[Excerpted data — start]

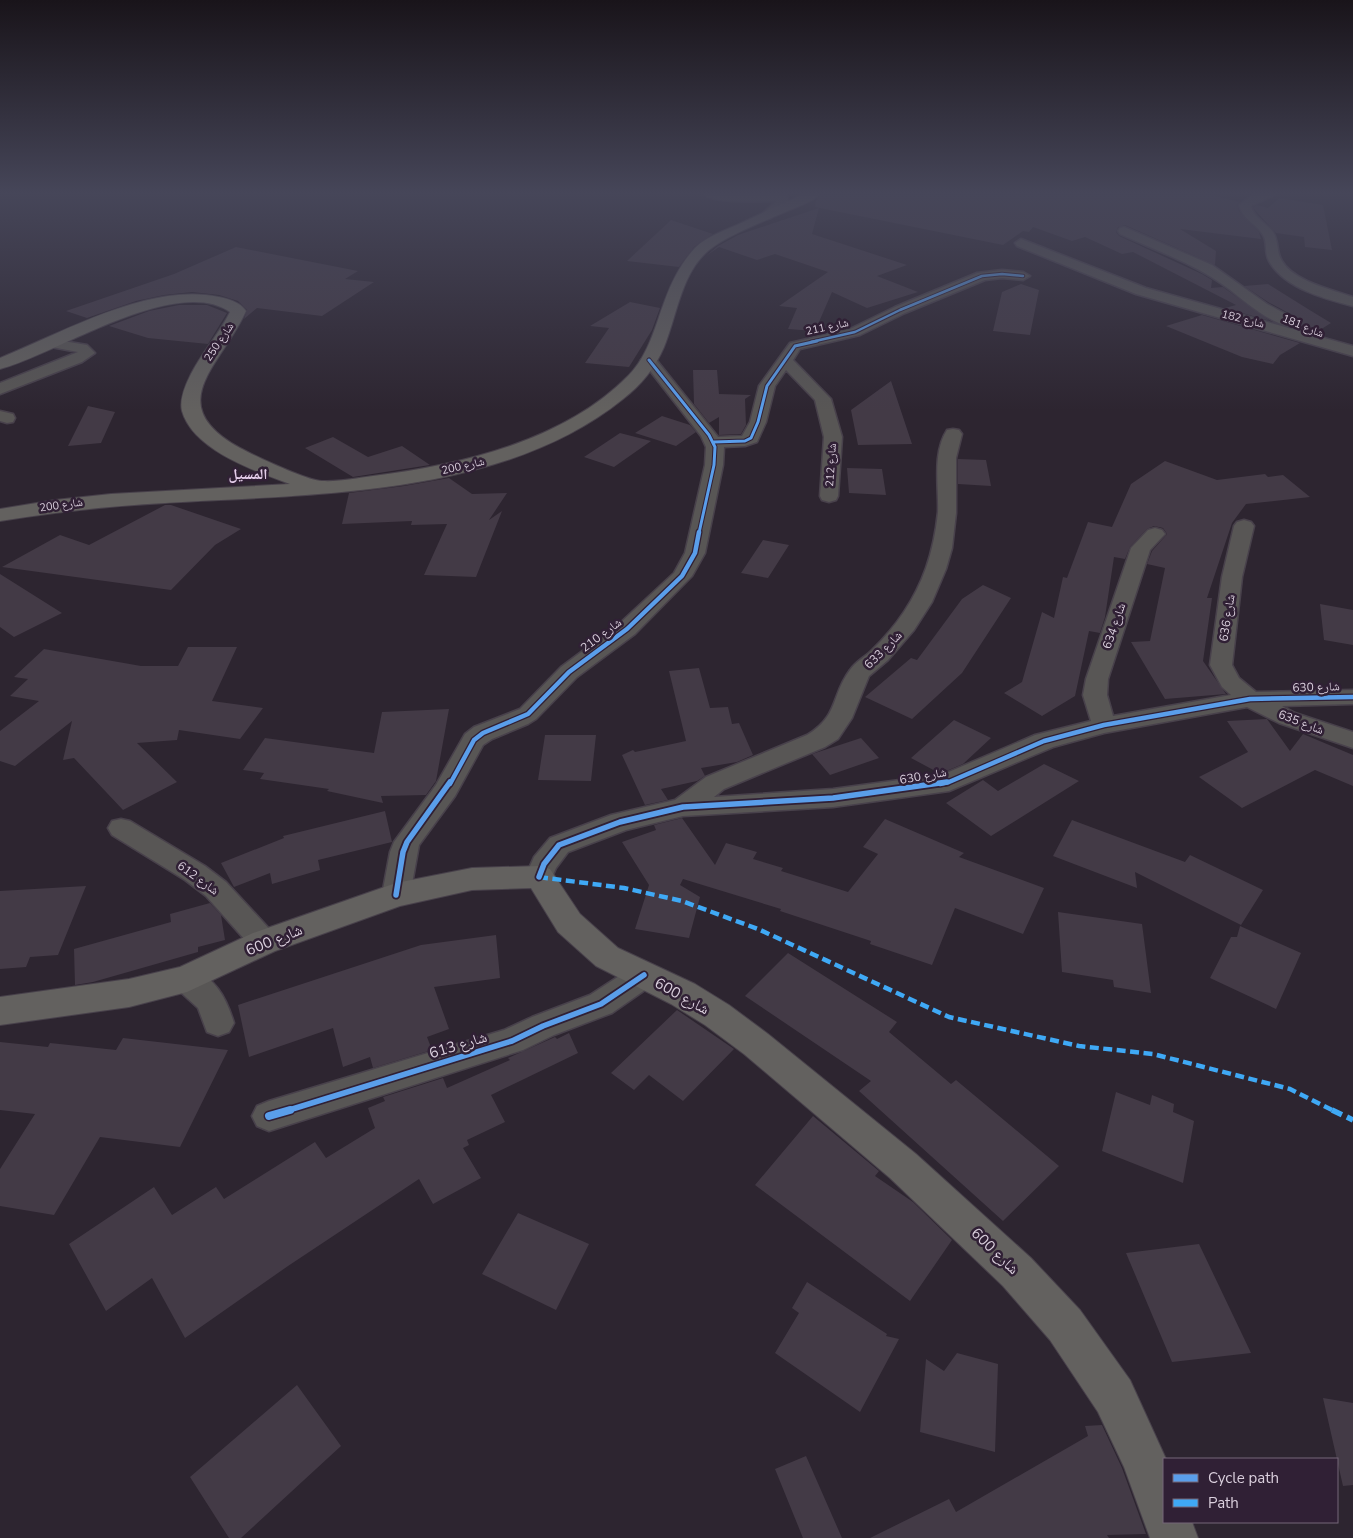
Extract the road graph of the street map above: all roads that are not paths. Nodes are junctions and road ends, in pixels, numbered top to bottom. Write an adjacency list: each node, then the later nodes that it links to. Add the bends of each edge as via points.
1 (688, 267): 10 (main road, شارع 200)
2 (1078, 267): 9 (street, شارع 182, via 1125,286 1233,318 1296,332)
3 (1204, 267): 8 (street, شارع 181, via 1284,320)
4 (1279, 267): 6 (street, via 1294,278)
5 (1023, 276): 11 (street, شارع 211, via 1002,274 975,279 855,332 795,346)
6 (1353, 302)
7 (51, 343): 12 (main road, شارع 250); 13 (street, via 82,348 87,353); 16 (main road, شارع 250, via 153,303 197,299 231,305 238,311 235,319 208,356 195,386 191,405 196,424 213,439 244,457)
8 (1353, 344)
9 (1353, 351)
10 (649, 360): 15 (street); 16 (main road, شارع 200, via 626,387 607,402 563,430 526,448 407,478)
11 (785, 361): 15 (street, شارع 211, via 767,386 751,438); 17 (street, شارع 212, via 822,399 833,437)
12 (0, 364)
13 (0, 389)
14 (954, 434): 25 (street, شارع 633, via 947,458 945,530 936,569 921,602 903,630 859,673 835,726 816,741 715,782)
15 (714, 442): 28 (street, شارع 210, via 715,458 698,544 693,560 682,576 627,629 569,672 528,714 474,740 446,790 407,842)
16 (319, 488): 18 (main road, شارع 200, via 90,501)
17 (829, 496)
18 (0, 515)
19 (1244, 526): 22 (street, شارع 636, via 1232,577 1221,665 1230,682)
20 (1155, 534): 23 (street, شارع 634, via 1142,548 1097,679 1096,695)
21 (1353, 696): 22 (street, شارع 630)
22 (1250, 699): 23 (street, شارع 630); 24 (street, شارع 635, via 1287,718)
23 (1104, 725): 25 (street, شارع 630, via 1044,741 949,782 832,798)
24 (1353, 740)
25 (683, 807): 27 (street, شارع 630, via 620,822 559,845 544,864)
26 (121, 828): 29 (street, شارع 612, via 216,889)
27 (539, 877): 28 (main road, شارع 600, via 472,879); 30 (main road, شارع 600, via 568,923 608,957)
28 (396, 895): 29 (main road, شارع 600)
29 (264, 942): 31 (main road, شارع 600)
30 (644, 975): 34 (street, شارع 613, via 601,1004 543,1026 512,1042); 35 (main road, شارع 600, via 690,998 756,1044 903,1166 979,1234 1041,1296 1114,1396)
31 (187, 978): 32 (main road, شارع 600, via 129,993); 33 (street, via 212,1002)
32 (0, 1011)
33 (218, 1023)
34 (269, 1116)
35 (1163, 1510)
36 (1168, 1523): 37 (main road)
37 (1174, 1538)

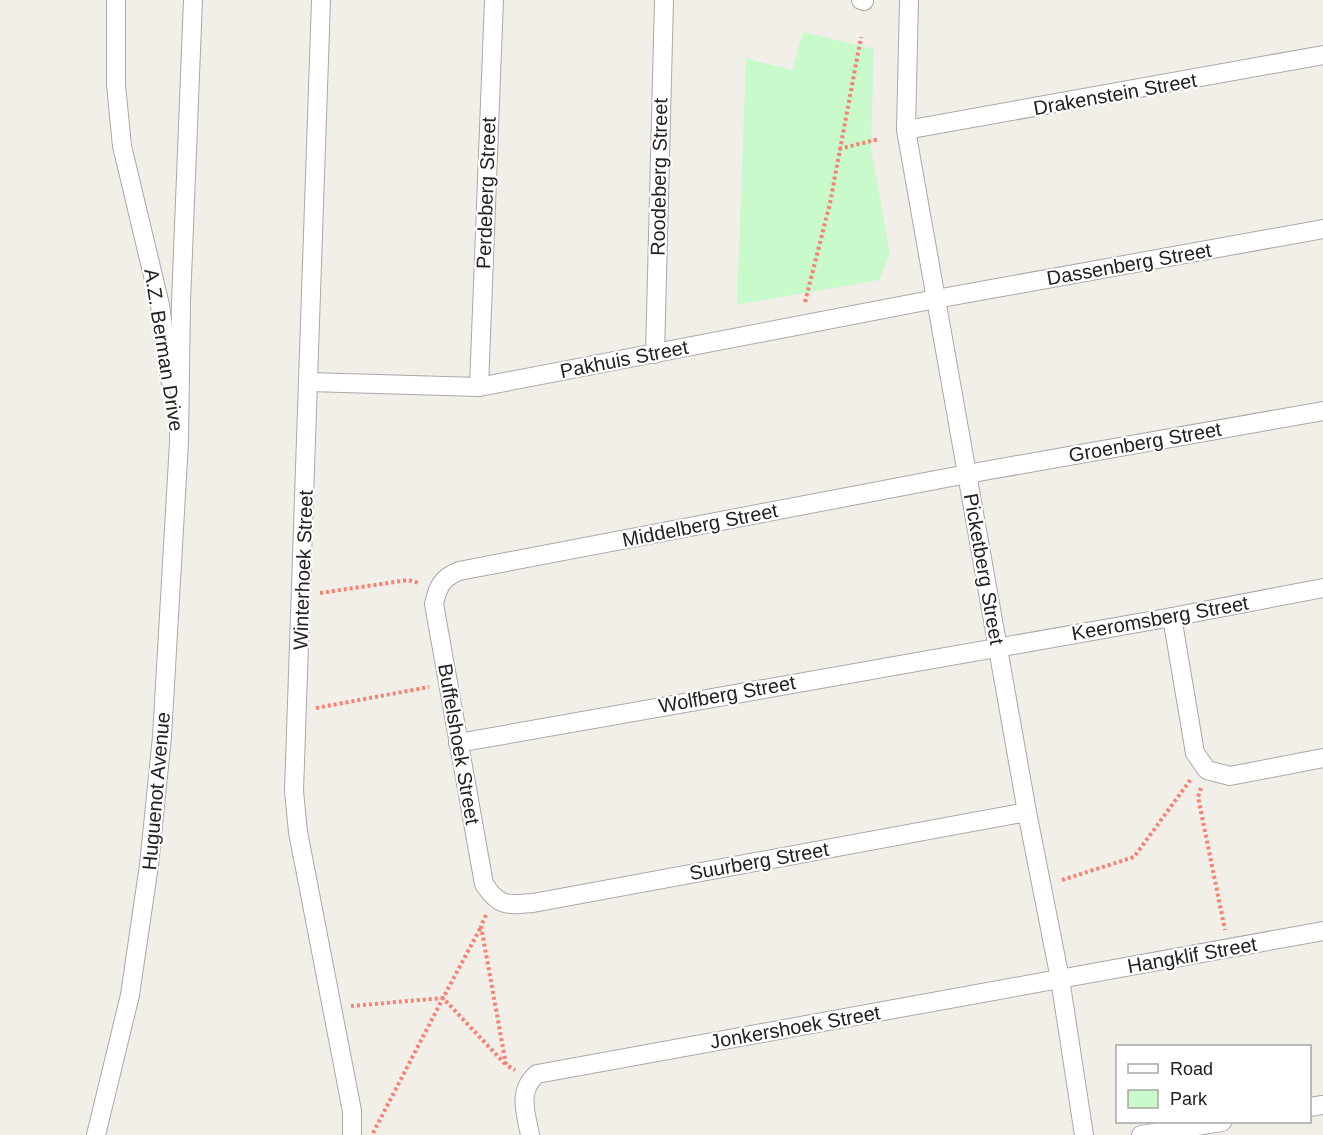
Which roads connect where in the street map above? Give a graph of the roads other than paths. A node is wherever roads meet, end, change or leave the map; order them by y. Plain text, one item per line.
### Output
1 (116, 0) edge
2 (193, 0) edge
3 (321, 0) edge
4 (494, 0) edge
5 (663, 0) edge
6 (909, 0) edge
7 (1323, 55) edge
8 (906, 130) junction
9 (1323, 229) edge
10 (936, 298) junction
11 (655, 354) junction
12 (309, 382) junction
13 (479, 387) junction
14 (1323, 411) edge
15 (179, 442) junction
16 (967, 474) junction
17 (437, 587) joint
18 (1323, 588) edge
19 (1172, 617) junction
20 (997, 646) junction
21 (458, 743) junction
22 (1323, 758) edge
23 (1026, 812) junction
24 (493, 899) joint
25 (1323, 931) edge
26 (1060, 979) junction
27 (1216, 1123) edge
28 (96, 1135) edge
29 (352, 1135) edge
30 (530, 1135) edge
31 (1084, 1135) edge
32 (1141, 1135) edge

1 - 15 street, A.Z. Berman Drive
2 - 15 street, A.Z. Berman Drive
3 - 12 street, Winterhoek Street
4 - 13 street, Perdeberg Street
5 - 11 street, Roodeberg Street
6 - 8 street, Picketberg Street
7 - 8 street, Drakenstein Street
8 - 10 street, Picketberg Street
9 - 10 street, Dassenberg Street
10 - 11 street, Pakhuis Street
10 - 16 street, Picketberg Street
11 - 13 street, Pakhuis Street
12 - 13 street, Pakhuis Street
12 - 29 street, Winterhoek Street
14 - 16 street, Groenberg Street
15 - 28 street, Huguenot Avenue
16 - 17 street, Middelberg Street
16 - 20 street, Picketberg Street
17 - 21 street, Buffelshoek Street
18 - 19 street, Keeromsberg Street
19 - 20 street, Keeromsberg Street
19 - 22 street
20 - 21 street, Wolfberg Street
20 - 23 street, Picketberg Street
21 - 24 street, Buffelshoek Street
23 - 24 street, Suurberg Street
23 - 26 street, Picketberg Street
25 - 26 street, Hangklif Street
26 - 30 street, Jonkershoek Street
26 - 31 street, Picketberg Street
27 - 32 street

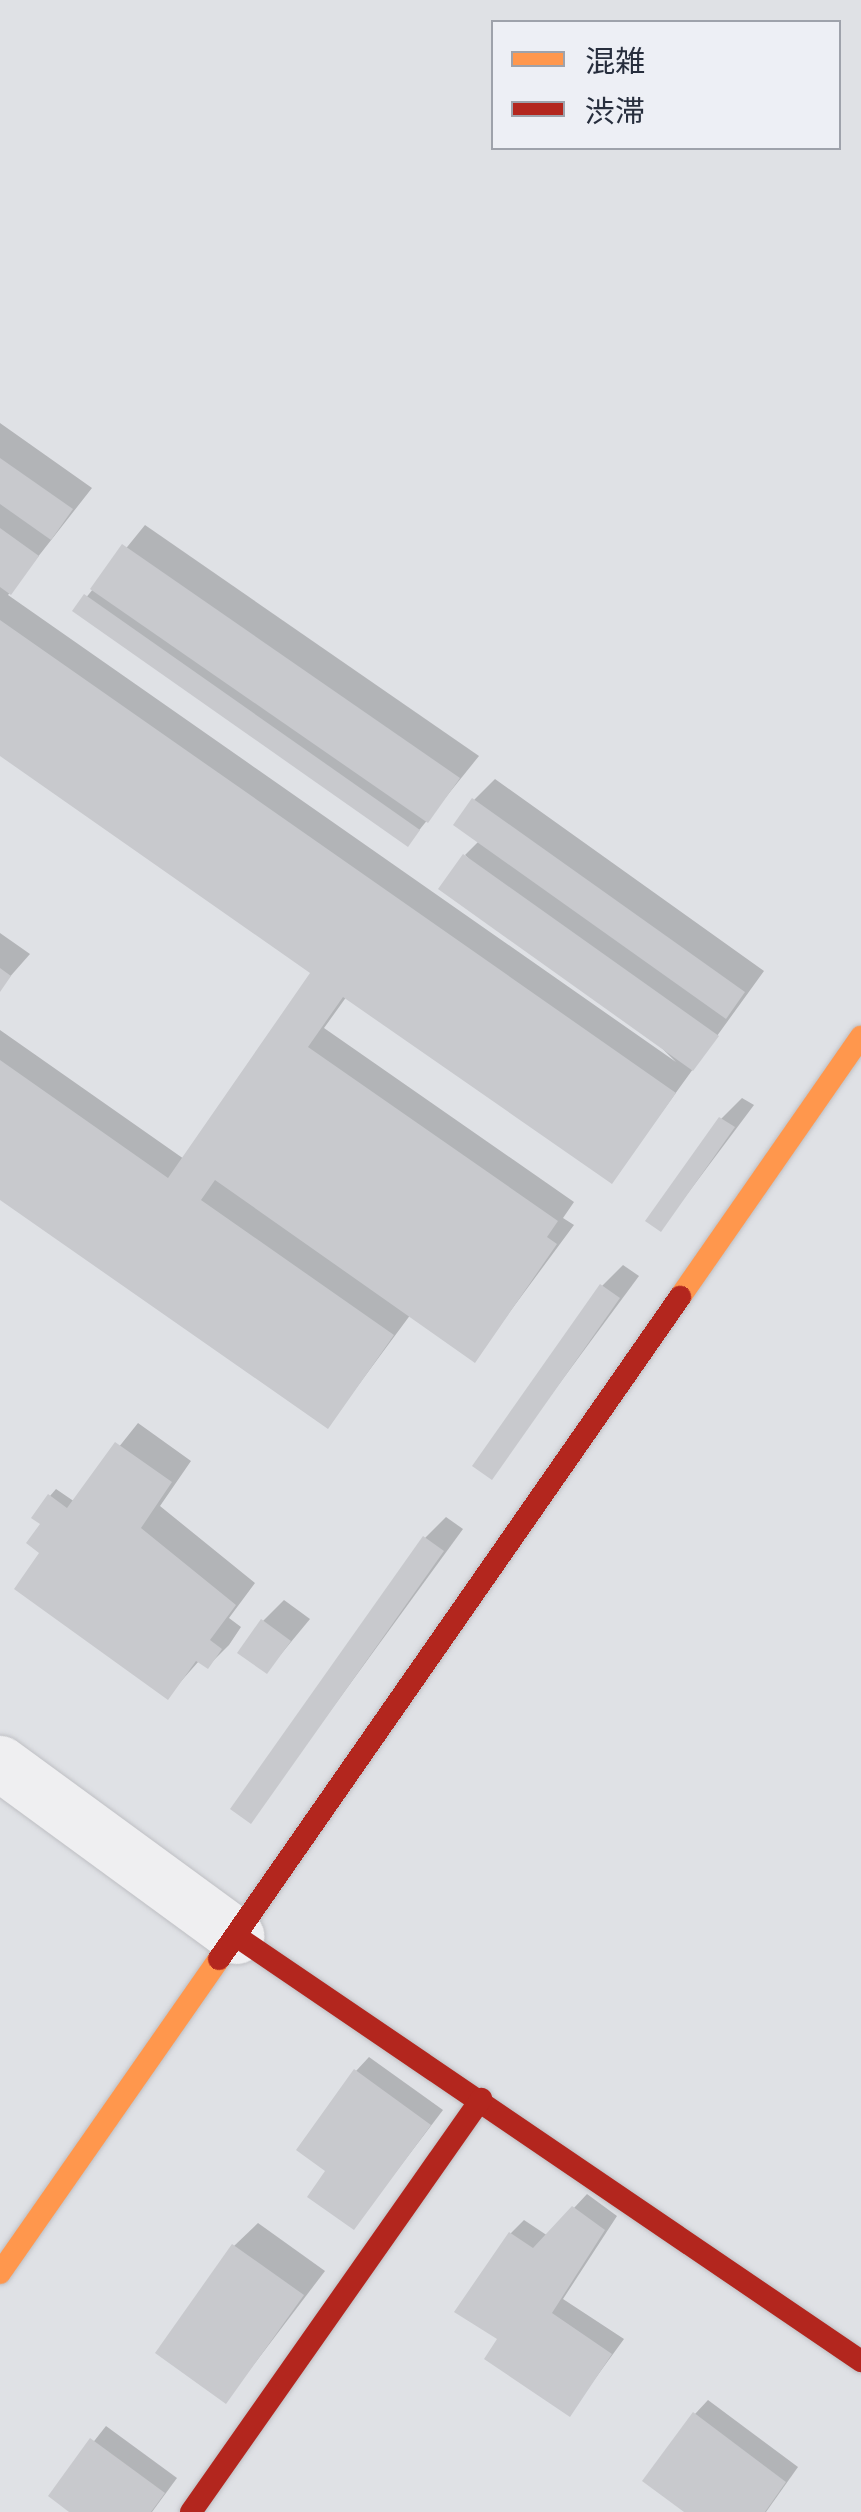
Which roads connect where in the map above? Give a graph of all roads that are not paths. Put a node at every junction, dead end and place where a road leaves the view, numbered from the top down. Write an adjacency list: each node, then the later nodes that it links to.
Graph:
1 (861, 1037): 3 (street)
2 (0, 1762): 3 (street)
3 (236, 1936): 4 (street); 5 (street)
4 (481, 2099): 6 (street); 7 (street)
5 (0, 2273)
6 (861, 2360)
7 (191, 2512)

[Excerpted data — finish]

What you are asked to do>
What is needed is every record above printed exactly, with no pictures.

Exercise result>
Extract the road graph of the street map above: all roads that are not paths. Nodes are junctions and road ends, in pixels, numbered top to bottom. Write an adjacency list: each node, then the later nodes that it links to. Add the bends of each edge as via points.
1 (688, 267): 10 (main road, شارع 200)
2 (1078, 267): 9 (street, شارع 182, via 1125,286 1233,318 1296,332)
3 (1204, 267): 8 (street, شارع 181, via 1284,320)
4 (1279, 267): 6 (street, via 1294,278)
5 (1023, 276): 11 (street, شارع 211, via 1002,274 975,279 855,332 795,346)
6 (1353, 302)
7 (51, 343): 12 (main road, شارع 250); 13 (street, via 82,348 87,353); 16 (main road, شارع 250, via 153,303 197,299 231,305 238,311 235,319 208,356 195,386 191,405 196,424 213,439 244,457)
8 (1353, 344)
9 (1353, 351)
10 (649, 360): 15 (street); 16 (main road, شارع 200, via 626,387 607,402 563,430 526,448 407,478)
11 (785, 361): 15 (street, شارع 211, via 767,386 751,438); 17 (street, شارع 212, via 822,399 833,437)
12 (0, 364)
13 (0, 389)
14 (954, 434): 25 (street, شارع 633, via 947,458 945,530 936,569 921,602 903,630 859,673 835,726 816,741 715,782)
15 (714, 442): 28 (street, شارع 210, via 715,458 698,544 693,560 682,576 627,629 569,672 528,714 474,740 446,790 407,842)
16 (319, 488): 18 (main road, شارع 200, via 90,501)
17 (829, 496)
18 (0, 515)
19 (1244, 526): 22 (street, شارع 636, via 1232,577 1221,665 1230,682)
20 (1155, 534): 23 (street, شارع 634, via 1142,548 1097,679 1096,695)
21 (1353, 696): 22 (street, شارع 630)
22 (1250, 699): 23 (street, شارع 630); 24 (street, شارع 635, via 1287,718)
23 (1104, 725): 25 (street, شارع 630, via 1044,741 949,782 832,798)
24 (1353, 740)
25 (683, 807): 27 (street, شارع 630, via 620,822 559,845 544,864)
26 (121, 828): 29 (street, شارع 612, via 216,889)
27 (539, 877): 28 (main road, شارع 600, via 472,879); 30 (main road, شارع 600, via 568,923 608,957)
28 (396, 895): 29 (main road, شارع 600)
29 (264, 942): 31 (main road, شارع 600)
30 (644, 975): 34 (street, شارع 613, via 601,1004 543,1026 512,1042); 35 (main road, شارع 600, via 690,998 756,1044 903,1166 979,1234 1041,1296 1114,1396)
31 (187, 978): 32 (main road, شارع 600, via 129,993); 33 (street, via 212,1002)
32 (0, 1011)
33 (218, 1023)
34 (269, 1116)
35 (1163, 1510)
36 (1168, 1523): 37 (main road)
37 (1174, 1538)

Which roads connect where in the street map above? Give a graph of the roads other than paths. A node is wherever roads meet, end, change or leave the map; order them by y. Plain text, one item per line.
### Output
1 (116, 0) edge
2 (193, 0) edge
3 (321, 0) edge
4 (494, 0) edge
5 (663, 0) edge
6 (909, 0) edge
7 (1323, 55) edge
8 (906, 130) junction
9 (1323, 229) edge
10 (936, 298) junction
11 (655, 354) junction
12 (309, 382) junction
13 (479, 387) junction
14 (1323, 411) edge
15 (179, 442) junction
16 (967, 474) junction
17 (437, 587) joint
18 (1323, 588) edge
19 (1172, 617) junction
20 (997, 646) junction
21 (458, 743) junction
22 (1323, 758) edge
23 (1026, 812) junction
24 (493, 899) joint
25 (1323, 931) edge
26 (1060, 979) junction
27 (1216, 1123) edge
28 (96, 1135) edge
29 (352, 1135) edge
30 (530, 1135) edge
31 (1084, 1135) edge
32 (1141, 1135) edge

1 - 15 street, A.Z. Berman Drive
2 - 15 street, A.Z. Berman Drive
3 - 12 street, Winterhoek Street
4 - 13 street, Perdeberg Street
5 - 11 street, Roodeberg Street
6 - 8 street, Picketberg Street
7 - 8 street, Drakenstein Street
8 - 10 street, Picketberg Street
9 - 10 street, Dassenberg Street
10 - 11 street, Pakhuis Street
10 - 16 street, Picketberg Street
11 - 13 street, Pakhuis Street
12 - 13 street, Pakhuis Street
12 - 29 street, Winterhoek Street
14 - 16 street, Groenberg Street
15 - 28 street, Huguenot Avenue
16 - 17 street, Middelberg Street
16 - 20 street, Picketberg Street
17 - 21 street, Buffelshoek Street
18 - 19 street, Keeromsberg Street
19 - 20 street, Keeromsberg Street
19 - 22 street
20 - 21 street, Wolfberg Street
20 - 23 street, Picketberg Street
21 - 24 street, Buffelshoek Street
23 - 24 street, Suurberg Street
23 - 26 street, Picketberg Street
25 - 26 street, Hangklif Street
26 - 30 street, Jonkershoek Street
26 - 31 street, Picketberg Street
27 - 32 street

Which roads connect where in the map above? Give a graph of all roads that are not paths. Put a node at every junction, dead end and place where a road leaves the view, numbered from the top down. Write an adjacency list: each node, then the later nodes that it links to.
Graph:
1 (861, 1037): 3 (street)
2 (0, 1762): 3 (street)
3 (236, 1936): 4 (street); 5 (street)
4 (481, 2099): 6 (street); 7 (street)
5 (0, 2273)
6 (861, 2360)
7 (191, 2512)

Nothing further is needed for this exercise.